Nous avons aussi un peu parlé politique, notre souverain fait peur à nos voisins Suisses c'est indéniable. Mais chez eux aussi cela ne sent pas toujours très bon, à preuve la dernière campagne d'affichage mouton blanc, mouton noir.
La journée finissant, nous avons repris la voiture et sommes retournés, sans encombre, de l'autre côté du Lac.

samedi 22 septembre 2007

Chez SpyciNico on peut voir les armoires beauté de pleins de garçons et de quelques filles dont la mienne.
Dès que j'ai découvert les blogs, j'adorais tomber sur ce style de concours. Il y a eu celui dernièrement des photos de bureau, plus vieux celui des réfrigérateurs, chez Ron ce qu'on voyait de nos fenêtres...
Donc après la vue fantastique de ma fenêtre, j'ai pris en photo mon armoire de la salle de bain.

Bon ce week-end faut que j'm'occupe du spot, sans doute un fil qui s'est fait la malle !

vendredi 21 septembre 2007

Petites impressions du soir...

- Je n'ai plus aucun doute, Photoshop a été sacrément mis à contribution pour le "fameux" calendrier des rugbymen français.
- Les rugbymen français passent presqu'autant de temps couchés par terre "blessés grièvement" par les vilains irlandais que les footballeurs italiens !
- Les deux commentateurs TF1 sont pénibles mais pénibles (y-a-t-il une autre chaîne qui transmet les matchs ? parce que là je crois que j'ai atteint le sommet de saturation niveau commentaires crétins).
- Enfin, Bernard Laporte a toujours une tête de noeud.Je préfère nettement l'escrime et au moins je comprends tout !

jeudi 20 septembre 2007

...

Nous étions cinq enfants, il était l'aîné. Il jouait merveilleusement du hautbois.
Il restera l'éternel rêveur, mort il y a 24 ans à l'aurore naissante.

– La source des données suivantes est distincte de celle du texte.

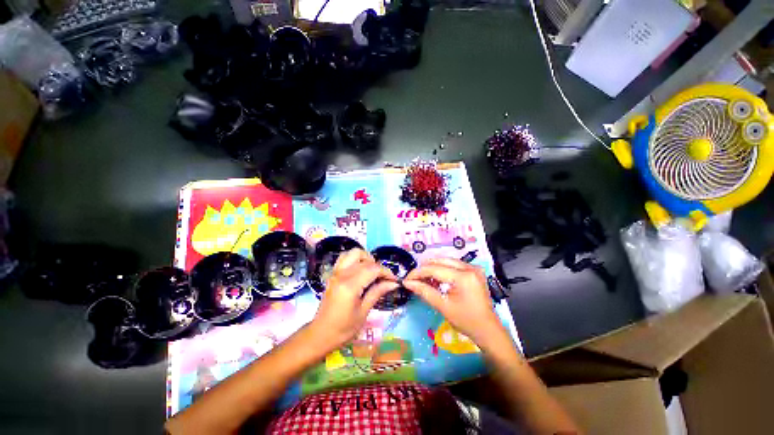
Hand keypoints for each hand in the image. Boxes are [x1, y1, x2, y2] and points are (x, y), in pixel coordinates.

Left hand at [310, 248, 397, 347]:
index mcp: (350, 286)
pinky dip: (355, 259)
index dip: (386, 272)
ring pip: (353, 253)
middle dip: (378, 266)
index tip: (394, 279)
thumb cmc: (344, 328)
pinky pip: (345, 257)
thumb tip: (393, 283)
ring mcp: (336, 272)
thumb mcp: (364, 312)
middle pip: (365, 259)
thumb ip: (377, 292)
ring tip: (371, 271)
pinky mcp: (333, 274)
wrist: (321, 334)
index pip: (373, 269)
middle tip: (383, 278)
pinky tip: (360, 270)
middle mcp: (342, 274)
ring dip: (365, 258)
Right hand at [403, 258, 507, 348]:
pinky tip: (436, 279)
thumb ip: (424, 291)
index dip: (418, 273)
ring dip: (433, 268)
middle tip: (413, 279)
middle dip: (424, 269)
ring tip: (423, 279)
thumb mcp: (443, 306)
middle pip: (440, 261)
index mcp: (463, 277)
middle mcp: (469, 267)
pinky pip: (453, 265)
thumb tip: (408, 283)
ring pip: (446, 261)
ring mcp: (473, 267)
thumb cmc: (466, 321)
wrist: (488, 329)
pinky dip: (442, 269)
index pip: (434, 269)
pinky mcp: (474, 271)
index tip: (406, 279)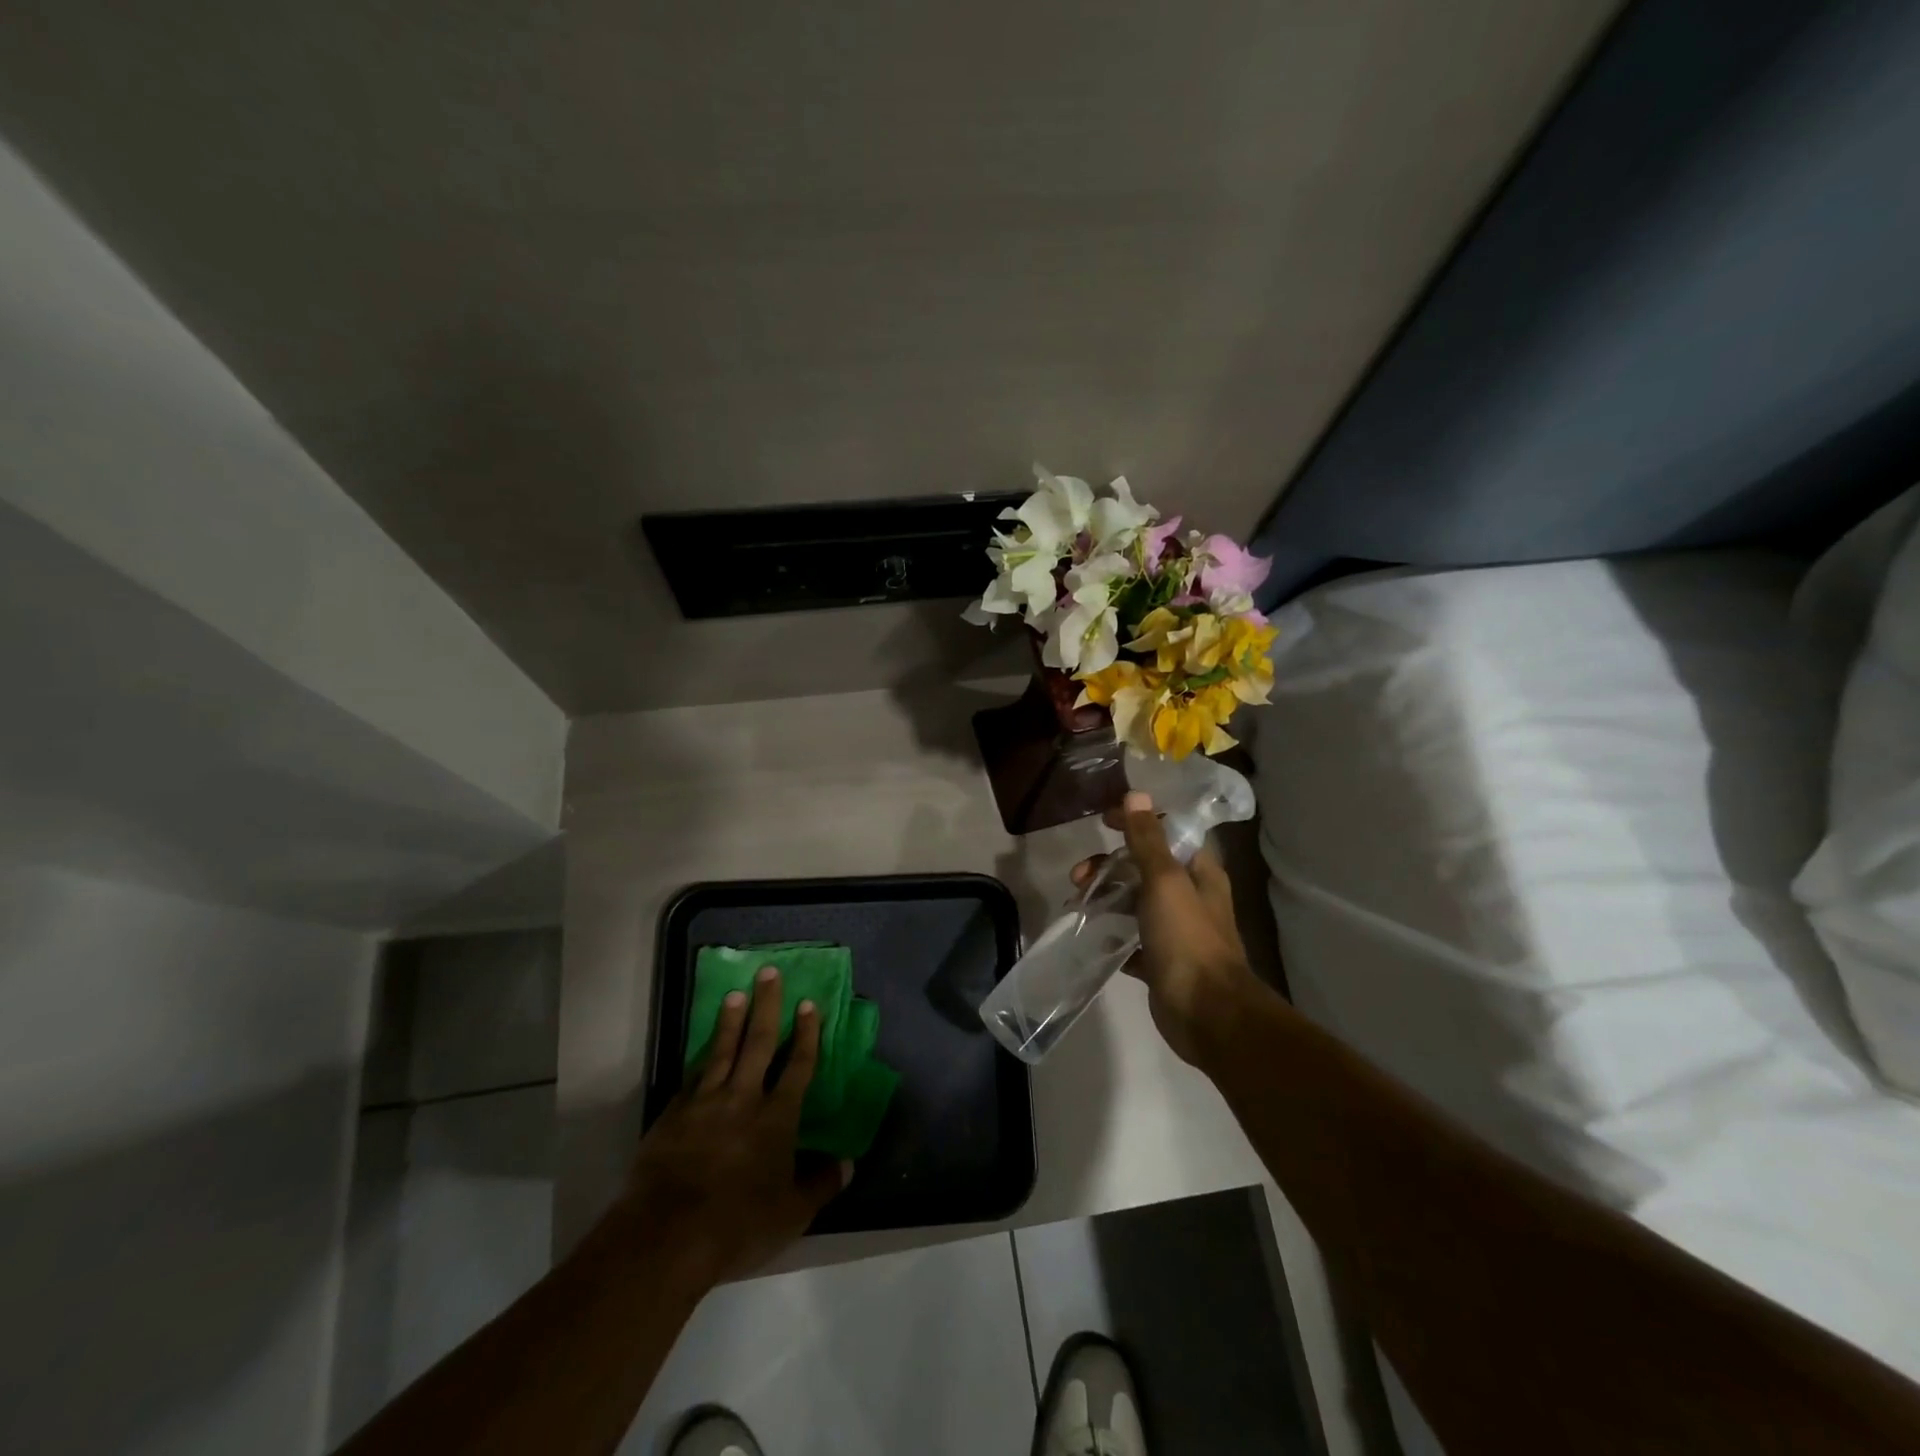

mercredi 19 septembre 2007

savoir-vivre


ce matin...

Savoir profiter de l'instant et optimiser l'espace !
photo cahier décembre 1964
Si je devais emporter un seul livre sur une île déserte, je me demande si je ne choisirais pas un très bon dictionnaire, je vis entourée de dictionnaires.
Depuis toute petite j'essaye d'apprivoiser l'orthographe, ou plus exactement la grammaire. Je me souviens de l'instant où la maîtresse disait "ouvrez vos cahiers, nous allons faire une dictée". Mes mains devenaient moites, mon cerveau se vidait de tout ce que j'avais appris, et en penchant la tête je priais que cela se passe le plus rapidement possible. Ensuite il y aurait le cahier à faire signer, le silence lourd et résigné de mon père suivi de cette légèreté d'avoir survécu jusqu'à la fois suivante.
Cela ne m'a pas éloigné du plaisir d'écrire, j'écrivais dans des cahiers, j'écrivais des lettres, même à ceux qui venaient de mourir et à qui je confiais mes peines, mes espoirs, et je déposais sur les armoires des enveloppes, persuadée qu'elles seraient lues par ceux de là-haut. Plus tard je passais des heures à créer des journaux inspirés de ceux que j'achetais en cachette -mademoiselle âge tendre, salut les copains- Il y avait la rubrique "courrier du coeur" bien sûr, et les pages mode qui me permettait de dessiner de sylphides jeunes filles qui avaient toutes le profil des "parisiennes" de Jacques Faisant.
Vers treize ans j'ai ouvert mon premier journal intime où je consignais au départ tout ce que je mangeais dans l'espoir d'arriver ainsi à maîtriser ce poids qui me persécutait, mais qui devint très vite le confident à qui je racontais mes multiples coups de foudre invariablement le seul l'unique et l'éternel.
Je grandissais, mon orthographe défaillante ne m'abandonnant pas. A vrai dire, les règles de grammaire étaient pour moi, incompréhensibles.
En 1988 je trouvais un emploi de secrétaire dans une boîte qui démarrait. Je devais répondre au téléphone, accueillir les clients et peut être de temps en temps taper un courrier. J'étais ravie, je sortais de ces petits boulots qui faisaient mon quotidien. Assez vite je dû rédiger des courriers, et là revint mon angoisse des fautes inévitables. Je me débattais vaille que vaille. Un jour, un des associés très gentiment m'expliqua la règle des accords avec le verbe être et le verbe avoir. Son explication lumineuse me fit découvrir que la grammaire n'était pas quelque chose de totalement illogique. Si l'on "était", on accordait, si l'on "avait" on n'accordait pas ! Bien évidemment il y avait des exceptions, mais tout à coup une porte si hermétiquement fermée jusque là, s'entrouvrait. Et je me rappelle le vrai bonheur que j'ai éprouvé ce jour là.
Cela fait maintenant près de 20 ans que je suis secrétaire, que j'écris des lettres et rédige des tas de rapports, lettres de mission et autres. Mon orthographe n'est de loin pas parfaite, mais malgré tout je sais maintenant écrire "bon anniversaire" et non pas "bonne...", que cauchemar n'a pas de "d" à la fin, que parmi n'a pas de "s" ... Chaque jour j'apprends, mais lorsqu'en relisant des billets écris sur ce blog, je découvre encore des fautes.... pffff je n'ai pas fini d'apprendre.

lundi 17 septembre 2007

En passant à l'instant devant les grilles...
Sans doute n'est ce qu'éphémère le temps d'une exposition, je parle de la couleur de l'eau, parce qu'hélas cette horrible petite fontaine est à demeure dans ce parc.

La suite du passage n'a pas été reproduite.